(Items from a dataset)

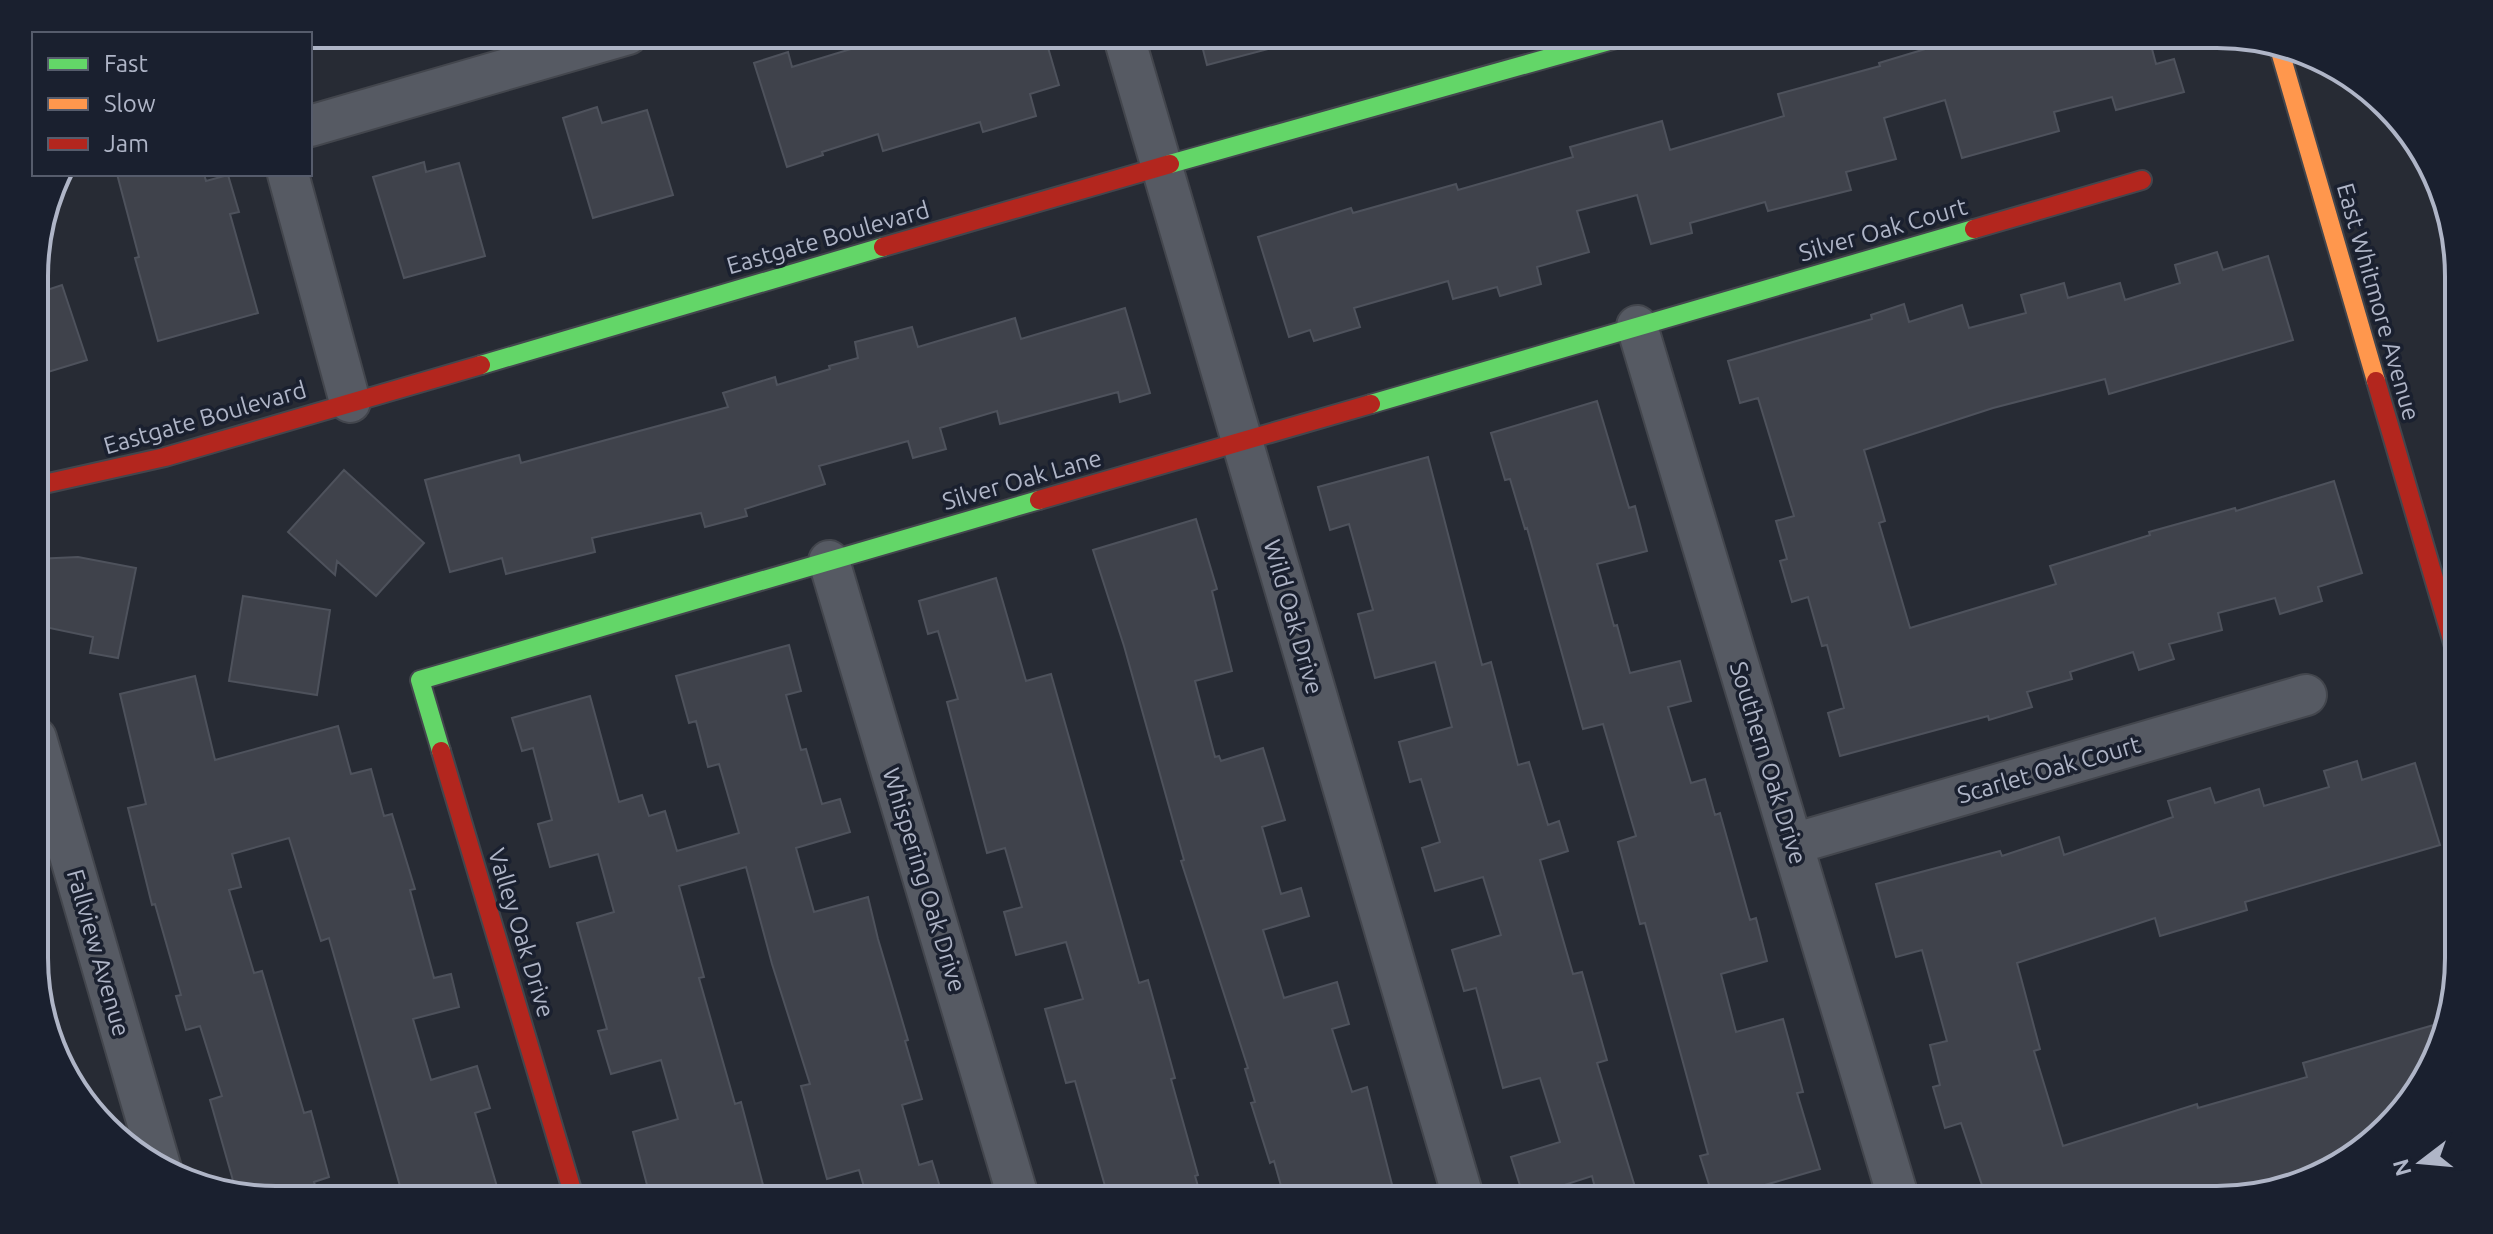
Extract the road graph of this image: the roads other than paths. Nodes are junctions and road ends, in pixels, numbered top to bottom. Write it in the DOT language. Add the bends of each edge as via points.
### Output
graph roads {
  1 [pos="580,48"];
  2 [pos="1127,48"];
  3 [pos="1584,48"];
  4 [pos="2282,58"];
  5 [pos="312,125"];
  6 [pos="1161,166"];
  7 [pos="289,176"];
  8 [pos="2142,180"];
  9 [pos="1637,326"];
  10 [pos="350,402"];
  11 [pos="1242,441"];
  12 [pos="48,483"];
  13 [pos="829,561"];
  14 [pos="2445,616"];
  15 [pos="420,680"];
  16 [pos="2306,695"];
  17 [pos="48,779"];
  18 [pos="1793,844"];
  19 [pos="156,1152"];
  20 [pos="571,1186"];
  21 [pos="1015,1186"];
  22 [pos="1460,1186"];
  23 [pos="1895,1186"];
  1 -- 5 [label="street"];
  2 -- 6 [label="street, Wild Oak Drive"];
  3 -- 6 [label="street, Eastgate Boulevard"];
  4 -- 14 [label="street, East Whitmore Avenue"];
  6 -- 10 [label="street, Eastgate Boulevard"];
  6 -- 11 [label="street, Wild Oak Drive"];
  7 -- 10 [label="street"];
  8 -- 9 [label="street, Silver Oak Court"];
  9 -- 11 [label="street, Silver Oak Lane"];
  9 -- 18 [label="street, Southern Oak Drive"];
  10 -- 12 [label="street, Eastgate Boulevard" via="165,457"];
  11 -- 13 [label="street, Silver Oak Lane"];
  11 -- 22 [label="street, Wild Oak Drive"];
  13 -- 15 [label="street, Silver Oak Lane"];
  13 -- 21 [label="street, Whispering Oak Drive"];
  15 -- 20 [label="street, Valley Oak Drive"];
  16 -- 18 [label="street, Scarlet Oak Court"];
  17 -- 19 [label="street, Fallview Avenue"];
  18 -- 23 [label="street, Southern Oak Drive"];
}
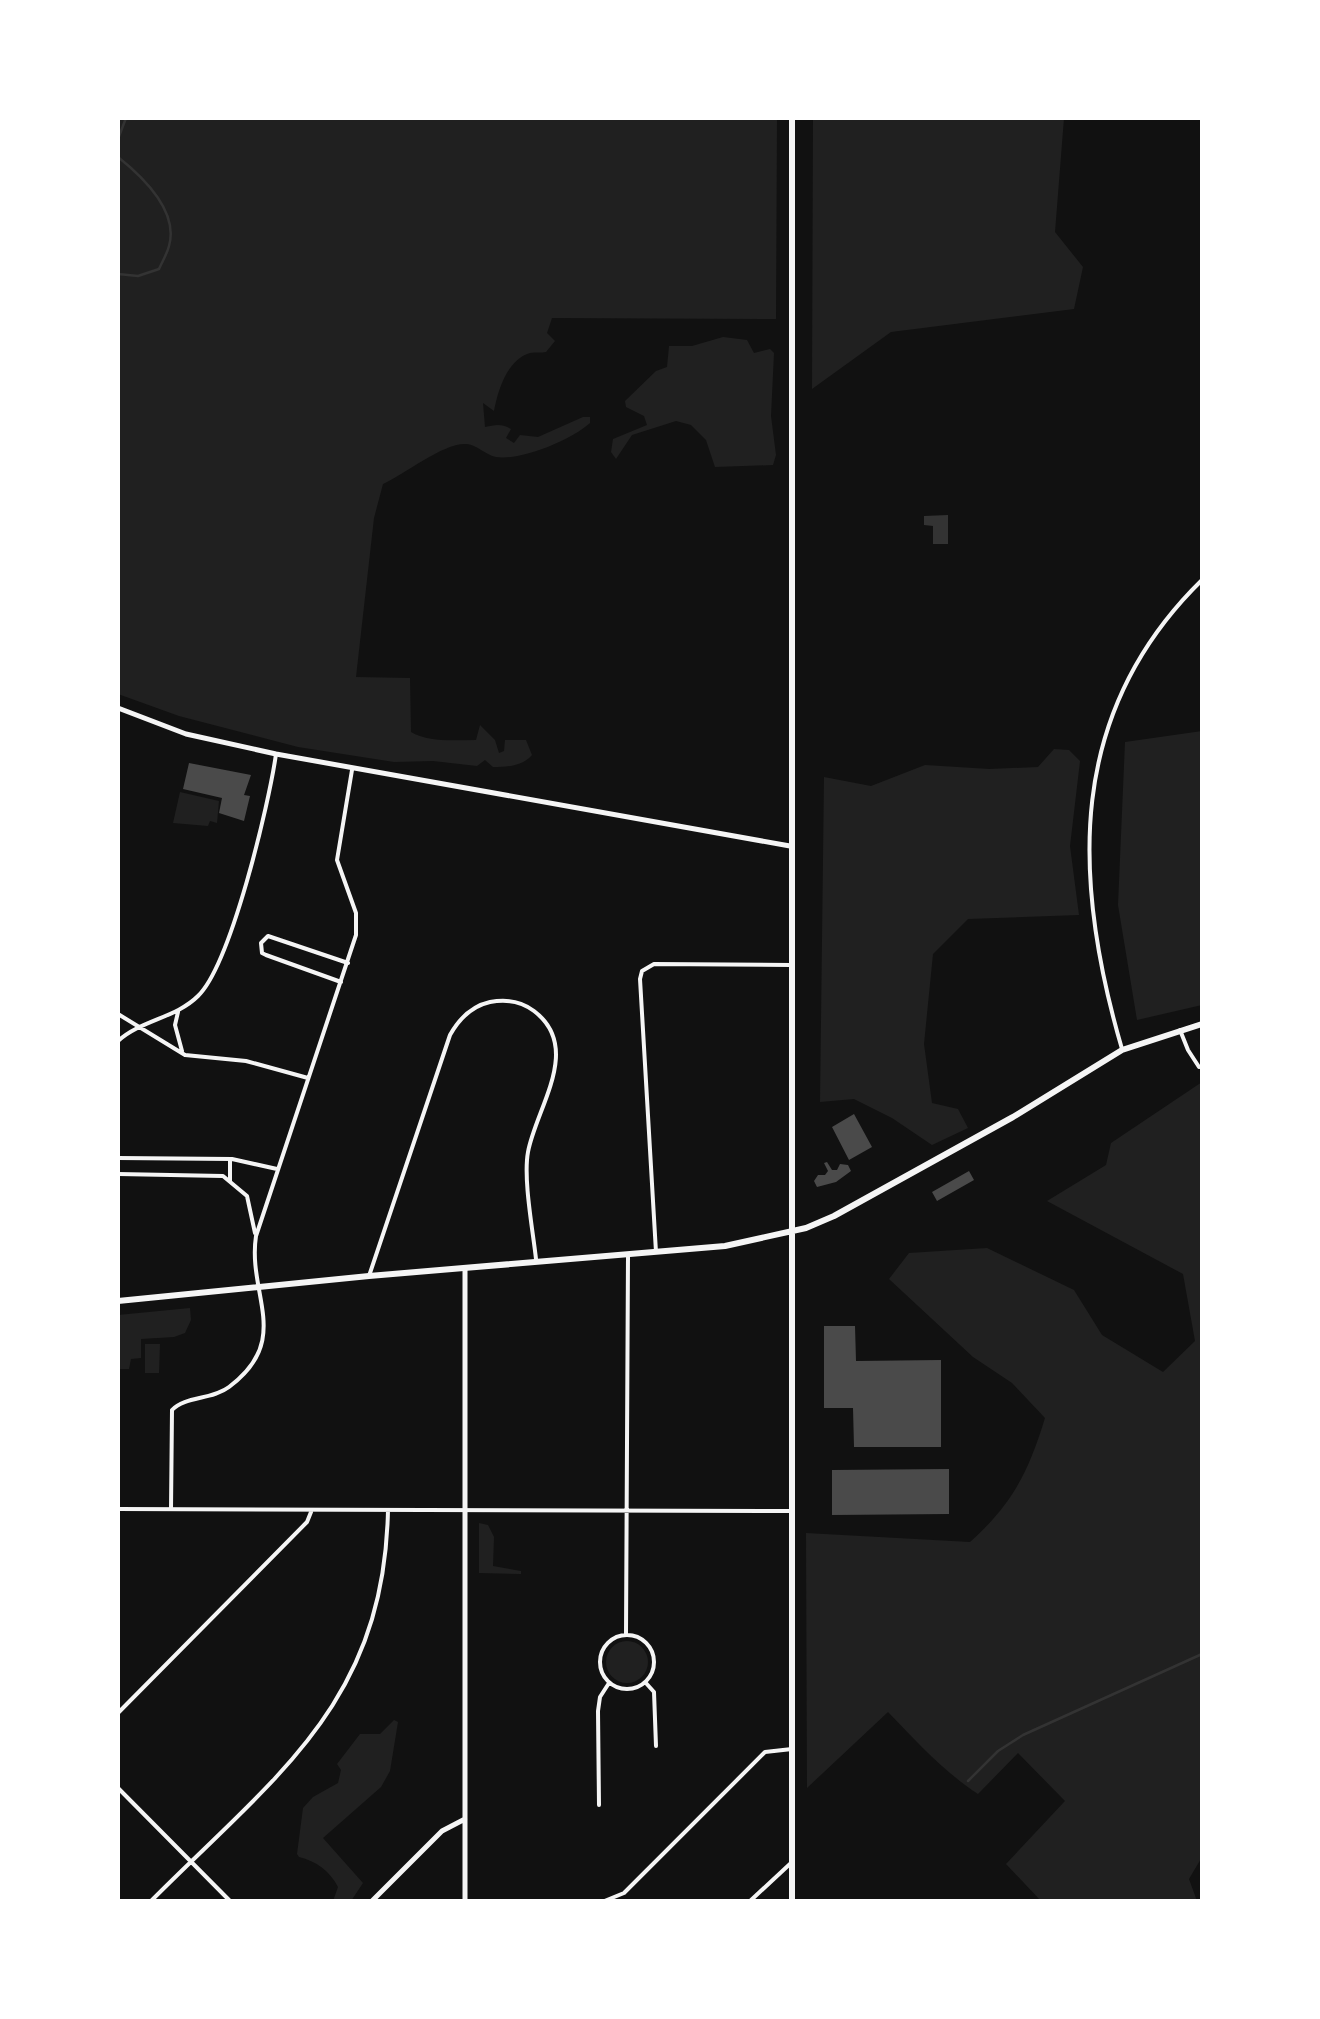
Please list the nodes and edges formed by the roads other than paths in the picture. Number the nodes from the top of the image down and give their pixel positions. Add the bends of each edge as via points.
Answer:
1 (792, 118) edge
2 (1202, 580) edge
3 (118, 708) edge
4 (276, 754) junction
5 (352, 768) junction
6 (790, 846) junction
7 (348, 963) junction
8 (791, 965) junction
9 (341, 982) junction
10 (179, 1010) junction
11 (118, 1014) edge
12 (1202, 1024) edge
13 (138, 1026) junction
14 (1180, 1030) junction
15 (118, 1041) edge
16 (1122, 1050) junction
17 (185, 1055) junction
18 (1199, 1067) dead end
19 (308, 1078) junction
20 (118, 1158) edge
21 (143, 1159) junction
22 (230, 1159) junction
23 (277, 1170) junction
24 (118, 1174) edge
25 (146, 1174) junction
26 (230, 1180) junction
27 (791, 1232) junction
28 (256, 1236) junction
29 (656, 1252) junction
30 (628, 1255) junction
31 (536, 1263) junction
32 (465, 1269) junction
33 (368, 1276) junction
34 (258, 1288) junction
35 (118, 1302) edge
36 (118, 1509) edge
37 (172, 1509) junction
38 (311, 1510) junction
39 (388, 1510) junction
40 (465, 1510) junction
41 (628, 1510) junction
42 (790, 1511) junction
43 (626, 1635) junction
44 (610, 1682) junction
45 (645, 1682) junction
46 (118, 1713) edge
47 (656, 1746) dead end
48 (792, 1749) junction
49 (118, 1788) edge
50 (599, 1805) dead end
51 (465, 1819) junction
52 (190, 1861) junction
53 (791, 1862) junction
54 (150, 1902) edge
55 (231, 1902) edge
56 (371, 1902) edge
57 (465, 1902) edge
58 (602, 1902) edge
59 (749, 1902) edge
60 (792, 1902) edge

1 - 6 main road
2 - 16 street via 1172,609 1126,682 1092,789 1088,858 1106,996
3 - 4 street via 186,734
4 - 5 street
4 - 10 street via 267,808 219,964 201,993
5 - 6 street
5 - 7 street via 337,860 357,922
6 - 8 main road
7 - 9 street
7 - 9 street via 268,936 261,944 266,955
8 - 27 main road
8 - 29 street via 648,966 640,979
9 - 19 street
10 - 13 street
10 - 17 street via 176,1040
11 - 13 street
12 - 14 main road
13 - 15 street
13 - 17 street
14 - 16 main road
14 - 18 street
16 - 27 main road via 872,1197
17 - 19 street via 246,1060
19 - 23 street
20 - 21 street
21 - 22 street
21 - 25 street
22 - 23 street
22 - 26 street
23 - 28 street
24 - 25 street
25 - 26 street
26 - 28 street via 246,1196
27 - 29 main road
27 - 42 main road
28 - 34 street
29 - 30 main road
30 - 31 main road
30 - 41 street
31 - 32 main road
31 - 33 street via 527,1157 557,1054 538,1014 518,1002 496,1001 471,1010 450,1035
32 - 33 main road
32 - 40 street
33 - 34 main road
34 - 35 main road
34 - 37 street via 265,1327 250,1366 220,1393 172,1410
36 - 37 street
37 - 38 street
38 - 39 street
38 - 46 street via 307,1522
39 - 40 street
39 - 52 street via 380,1593 346,1687 304,1746
40 - 41 street
40 - 51 street
41 - 42 street
41 - 43 street
42 - 48 main road
43 - 44 street via 602,1653
43 - 45 street via 642,1640 652,1654
44 - 45 street via 627,1689
44 - 50 street via 598,1711
45 - 47 street via 654,1692
48 - 53 main road
48 - 58 street via 764,1752 624,1893
49 - 52 street
51 - 56 street via 442,1831
51 - 57 street
52 - 54 street
52 - 55 street
53 - 59 street
53 - 60 main road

» **Work instructions**
Print the records above verbatim, minus any pictures.

» **Exercise output**
Extract the road graph of this image: the roads other than paths. Nodes are junctions and road ends, in pixels, numbered top to bottom. Write it in the DOT language. Add the bends of each edge as via points.
### Output
graph roads {
  1 [pos="580,48"];
  2 [pos="1127,48"];
  3 [pos="1584,48"];
  4 [pos="2282,58"];
  5 [pos="312,125"];
  6 [pos="1161,166"];
  7 [pos="289,176"];
  8 [pos="2142,180"];
  9 [pos="1637,326"];
  10 [pos="350,402"];
  11 [pos="1242,441"];
  12 [pos="48,483"];
  13 [pos="829,561"];
  14 [pos="2445,616"];
  15 [pos="420,680"];
  16 [pos="2306,695"];
  17 [pos="48,779"];
  18 [pos="1793,844"];
  19 [pos="156,1152"];
  20 [pos="571,1186"];
  21 [pos="1015,1186"];
  22 [pos="1460,1186"];
  23 [pos="1895,1186"];
  1 -- 5 [label="street"];
  2 -- 6 [label="street, Wild Oak Drive"];
  3 -- 6 [label="street, Eastgate Boulevard"];
  4 -- 14 [label="street, East Whitmore Avenue"];
  6 -- 10 [label="street, Eastgate Boulevard"];
  6 -- 11 [label="street, Wild Oak Drive"];
  7 -- 10 [label="street"];
  8 -- 9 [label="street, Silver Oak Court"];
  9 -- 11 [label="street, Silver Oak Lane"];
  9 -- 18 [label="street, Southern Oak Drive"];
  10 -- 12 [label="street, Eastgate Boulevard" via="165,457"];
  11 -- 13 [label="street, Silver Oak Lane"];
  11 -- 22 [label="street, Wild Oak Drive"];
  13 -- 15 [label="street, Silver Oak Lane"];
  13 -- 21 [label="street, Whispering Oak Drive"];
  15 -- 20 [label="street, Valley Oak Drive"];
  16 -- 18 [label="street, Scarlet Oak Court"];
  17 -- 19 [label="street, Fallview Avenue"];
  18 -- 23 [label="street, Southern Oak Drive"];
}
Please list the nodes and edges formed by the roads other than paths in the picture. Number the nodes from the top of the image down and give their pixel positions. Add the bends of each edge as via points.
Answer:
1 (792, 118) edge
2 (1202, 580) edge
3 (118, 708) edge
4 (276, 754) junction
5 (352, 768) junction
6 (790, 846) junction
7 (348, 963) junction
8 (791, 965) junction
9 (341, 982) junction
10 (179, 1010) junction
11 (118, 1014) edge
12 (1202, 1024) edge
13 (138, 1026) junction
14 (1180, 1030) junction
15 (118, 1041) edge
16 (1122, 1050) junction
17 (185, 1055) junction
18 (1199, 1067) dead end
19 (308, 1078) junction
20 (118, 1158) edge
21 (143, 1159) junction
22 (230, 1159) junction
23 (277, 1170) junction
24 (118, 1174) edge
25 (146, 1174) junction
26 (230, 1180) junction
27 (791, 1232) junction
28 (256, 1236) junction
29 (656, 1252) junction
30 (628, 1255) junction
31 (536, 1263) junction
32 (465, 1269) junction
33 (368, 1276) junction
34 (258, 1288) junction
35 (118, 1302) edge
36 (118, 1509) edge
37 (172, 1509) junction
38 (311, 1510) junction
39 (388, 1510) junction
40 (465, 1510) junction
41 (628, 1510) junction
42 (790, 1511) junction
43 (626, 1635) junction
44 (610, 1682) junction
45 (645, 1682) junction
46 (118, 1713) edge
47 (656, 1746) dead end
48 (792, 1749) junction
49 (118, 1788) edge
50 (599, 1805) dead end
51 (465, 1819) junction
52 (190, 1861) junction
53 (791, 1862) junction
54 (150, 1902) edge
55 (231, 1902) edge
56 (371, 1902) edge
57 (465, 1902) edge
58 (602, 1902) edge
59 (749, 1902) edge
60 (792, 1902) edge

1 - 6 main road
2 - 16 street via 1172,609 1126,682 1092,789 1088,858 1106,996
3 - 4 street via 186,734
4 - 5 street
4 - 10 street via 267,808 219,964 201,993
5 - 6 street
5 - 7 street via 337,860 357,922
6 - 8 main road
7 - 9 street
7 - 9 street via 268,936 261,944 266,955
8 - 27 main road
8 - 29 street via 648,966 640,979
9 - 19 street
10 - 13 street
10 - 17 street via 176,1040
11 - 13 street
12 - 14 main road
13 - 15 street
13 - 17 street
14 - 16 main road
14 - 18 street
16 - 27 main road via 872,1197
17 - 19 street via 246,1060
19 - 23 street
20 - 21 street
21 - 22 street
21 - 25 street
22 - 23 street
22 - 26 street
23 - 28 street
24 - 25 street
25 - 26 street
26 - 28 street via 246,1196
27 - 29 main road
27 - 42 main road
28 - 34 street
29 - 30 main road
30 - 31 main road
30 - 41 street
31 - 32 main road
31 - 33 street via 527,1157 557,1054 538,1014 518,1002 496,1001 471,1010 450,1035
32 - 33 main road
32 - 40 street
33 - 34 main road
34 - 35 main road
34 - 37 street via 265,1327 250,1366 220,1393 172,1410
36 - 37 street
37 - 38 street
38 - 39 street
38 - 46 street via 307,1522
39 - 40 street
39 - 52 street via 380,1593 346,1687 304,1746
40 - 41 street
40 - 51 street
41 - 42 street
41 - 43 street
42 - 48 main road
43 - 44 street via 602,1653
43 - 45 street via 642,1640 652,1654
44 - 45 street via 627,1689
44 - 50 street via 598,1711
45 - 47 street via 654,1692
48 - 53 main road
48 - 58 street via 764,1752 624,1893
49 - 52 street
51 - 56 street via 442,1831
51 - 57 street
52 - 54 street
52 - 55 street
53 - 59 street
53 - 60 main road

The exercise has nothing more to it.